▶ **Exercise aim**
Where does the word "dead" show up in the data? Please find each such line and copy it.

▶ **Data for review**
::::::::

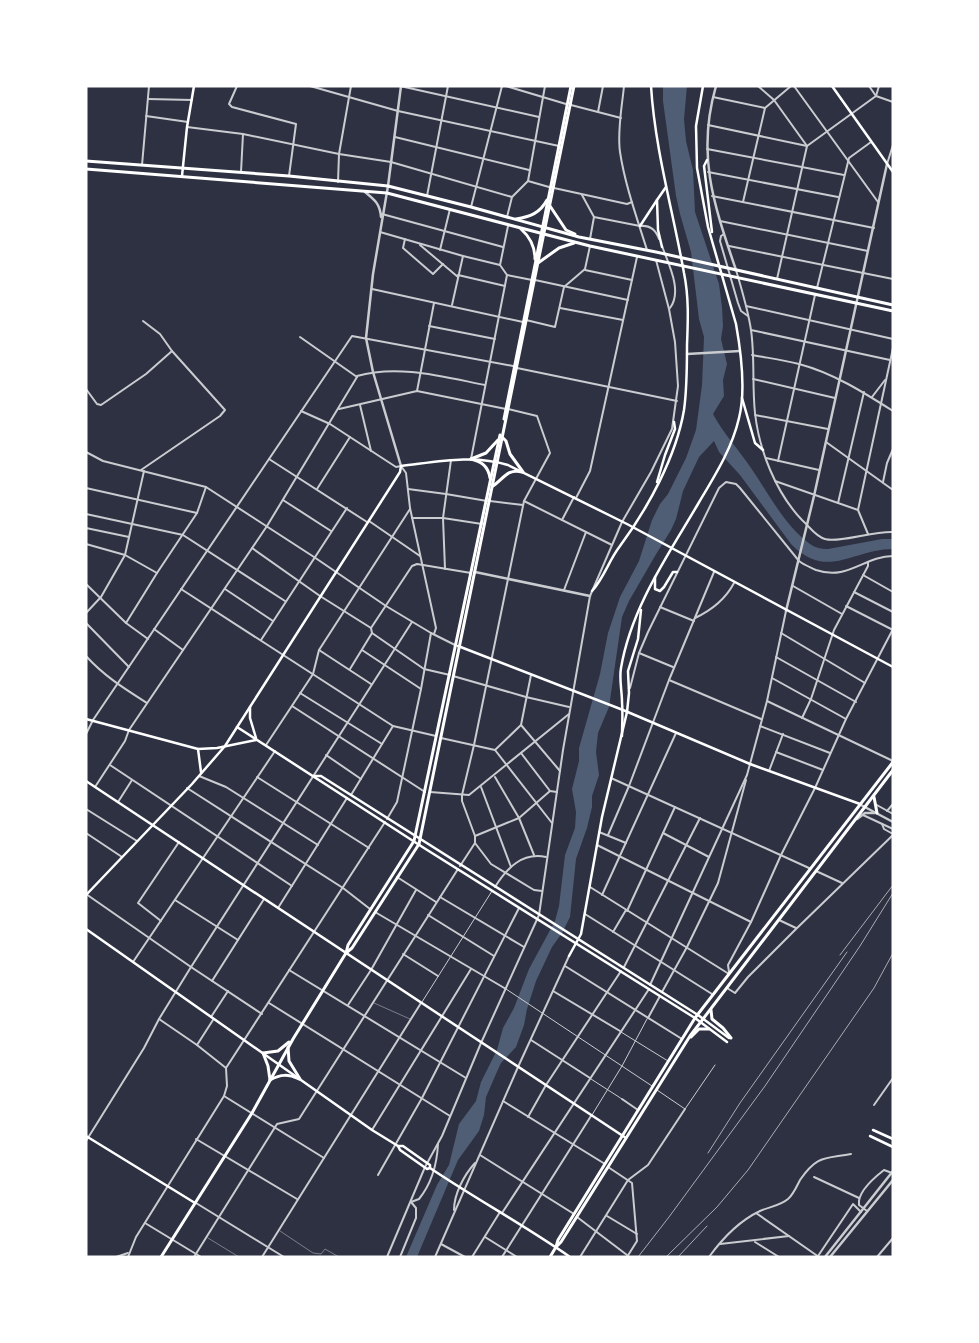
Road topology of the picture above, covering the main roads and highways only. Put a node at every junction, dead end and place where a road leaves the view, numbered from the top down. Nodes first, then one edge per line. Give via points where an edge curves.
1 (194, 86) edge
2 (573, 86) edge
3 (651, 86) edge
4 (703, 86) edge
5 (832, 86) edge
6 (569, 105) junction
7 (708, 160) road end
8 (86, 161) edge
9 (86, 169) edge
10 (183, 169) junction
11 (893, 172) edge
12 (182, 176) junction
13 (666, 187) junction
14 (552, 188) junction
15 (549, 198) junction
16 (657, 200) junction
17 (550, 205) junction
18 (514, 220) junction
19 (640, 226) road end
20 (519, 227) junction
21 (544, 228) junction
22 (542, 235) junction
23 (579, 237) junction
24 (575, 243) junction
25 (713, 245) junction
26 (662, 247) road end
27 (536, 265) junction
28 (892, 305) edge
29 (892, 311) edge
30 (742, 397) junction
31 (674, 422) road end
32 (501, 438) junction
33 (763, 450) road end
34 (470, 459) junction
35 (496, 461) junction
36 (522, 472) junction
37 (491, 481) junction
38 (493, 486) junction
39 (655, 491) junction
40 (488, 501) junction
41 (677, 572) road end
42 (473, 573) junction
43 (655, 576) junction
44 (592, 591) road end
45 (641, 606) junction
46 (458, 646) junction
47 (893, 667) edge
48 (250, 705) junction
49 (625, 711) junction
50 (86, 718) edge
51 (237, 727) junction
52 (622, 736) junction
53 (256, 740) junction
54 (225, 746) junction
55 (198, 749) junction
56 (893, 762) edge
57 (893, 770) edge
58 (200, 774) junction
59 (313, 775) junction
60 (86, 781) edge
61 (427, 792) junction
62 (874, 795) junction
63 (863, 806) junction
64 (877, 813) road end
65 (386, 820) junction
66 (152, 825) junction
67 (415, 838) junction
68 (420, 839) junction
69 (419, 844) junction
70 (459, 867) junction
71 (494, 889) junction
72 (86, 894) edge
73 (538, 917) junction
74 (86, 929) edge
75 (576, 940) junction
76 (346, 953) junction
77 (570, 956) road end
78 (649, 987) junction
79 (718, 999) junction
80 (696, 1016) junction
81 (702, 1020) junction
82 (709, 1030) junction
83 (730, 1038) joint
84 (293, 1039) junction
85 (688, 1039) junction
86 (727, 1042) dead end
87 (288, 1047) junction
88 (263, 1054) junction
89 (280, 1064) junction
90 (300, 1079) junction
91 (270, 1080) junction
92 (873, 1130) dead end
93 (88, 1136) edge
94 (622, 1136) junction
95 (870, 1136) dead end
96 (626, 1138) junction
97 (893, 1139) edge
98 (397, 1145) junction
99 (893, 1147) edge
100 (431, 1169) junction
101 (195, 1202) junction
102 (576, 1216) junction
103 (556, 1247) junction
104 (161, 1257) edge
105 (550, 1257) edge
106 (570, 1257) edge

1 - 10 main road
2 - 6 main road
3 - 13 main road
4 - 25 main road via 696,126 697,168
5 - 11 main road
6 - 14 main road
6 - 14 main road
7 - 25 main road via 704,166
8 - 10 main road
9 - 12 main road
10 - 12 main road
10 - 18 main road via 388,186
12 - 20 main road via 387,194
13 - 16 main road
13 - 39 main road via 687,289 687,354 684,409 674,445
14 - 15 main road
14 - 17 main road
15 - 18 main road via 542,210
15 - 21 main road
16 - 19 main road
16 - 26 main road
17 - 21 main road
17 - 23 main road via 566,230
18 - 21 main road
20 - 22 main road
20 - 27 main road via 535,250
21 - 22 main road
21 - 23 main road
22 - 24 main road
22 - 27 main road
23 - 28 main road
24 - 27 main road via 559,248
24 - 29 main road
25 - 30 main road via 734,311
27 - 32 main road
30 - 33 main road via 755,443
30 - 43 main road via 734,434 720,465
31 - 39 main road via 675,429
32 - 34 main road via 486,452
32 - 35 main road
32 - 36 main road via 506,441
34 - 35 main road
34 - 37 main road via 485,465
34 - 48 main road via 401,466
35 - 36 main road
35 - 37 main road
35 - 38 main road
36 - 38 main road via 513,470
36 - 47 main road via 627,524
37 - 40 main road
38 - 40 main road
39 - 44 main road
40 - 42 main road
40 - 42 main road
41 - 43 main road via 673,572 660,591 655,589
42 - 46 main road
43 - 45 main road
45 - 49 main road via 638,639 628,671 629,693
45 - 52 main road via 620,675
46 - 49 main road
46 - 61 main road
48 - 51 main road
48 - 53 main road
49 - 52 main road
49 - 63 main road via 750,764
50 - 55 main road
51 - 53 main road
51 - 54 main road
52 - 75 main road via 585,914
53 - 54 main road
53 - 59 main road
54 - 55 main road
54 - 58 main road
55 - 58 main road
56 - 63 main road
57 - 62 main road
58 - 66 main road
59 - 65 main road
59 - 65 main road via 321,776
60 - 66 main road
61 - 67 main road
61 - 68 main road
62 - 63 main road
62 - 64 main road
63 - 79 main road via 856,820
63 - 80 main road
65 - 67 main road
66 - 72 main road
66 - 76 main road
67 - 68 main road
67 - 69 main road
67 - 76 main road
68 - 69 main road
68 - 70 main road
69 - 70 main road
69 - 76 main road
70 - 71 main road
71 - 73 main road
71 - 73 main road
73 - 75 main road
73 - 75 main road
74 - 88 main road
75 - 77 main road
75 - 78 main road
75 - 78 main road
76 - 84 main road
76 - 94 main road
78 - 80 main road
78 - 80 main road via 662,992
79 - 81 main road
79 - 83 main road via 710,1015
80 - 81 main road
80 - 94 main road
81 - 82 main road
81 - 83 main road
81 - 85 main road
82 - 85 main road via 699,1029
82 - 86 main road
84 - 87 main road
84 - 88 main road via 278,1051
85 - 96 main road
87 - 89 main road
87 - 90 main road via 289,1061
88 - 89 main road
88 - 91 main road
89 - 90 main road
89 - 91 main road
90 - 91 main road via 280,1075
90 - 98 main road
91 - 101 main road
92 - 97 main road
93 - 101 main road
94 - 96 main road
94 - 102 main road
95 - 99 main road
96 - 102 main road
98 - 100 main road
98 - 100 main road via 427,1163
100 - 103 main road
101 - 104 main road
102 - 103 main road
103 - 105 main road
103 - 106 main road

::::::::

▶ **Exercise answer**
Road topology of the picture above, covering the main roads and highways only. Put a node at every junction, dead end and place where a road leaves the view, numbered from the top down. Nodes first, then one edge per line. Give via points where an edge curves.
86 (727, 1042) dead end
92 (873, 1130) dead end
95 (870, 1136) dead end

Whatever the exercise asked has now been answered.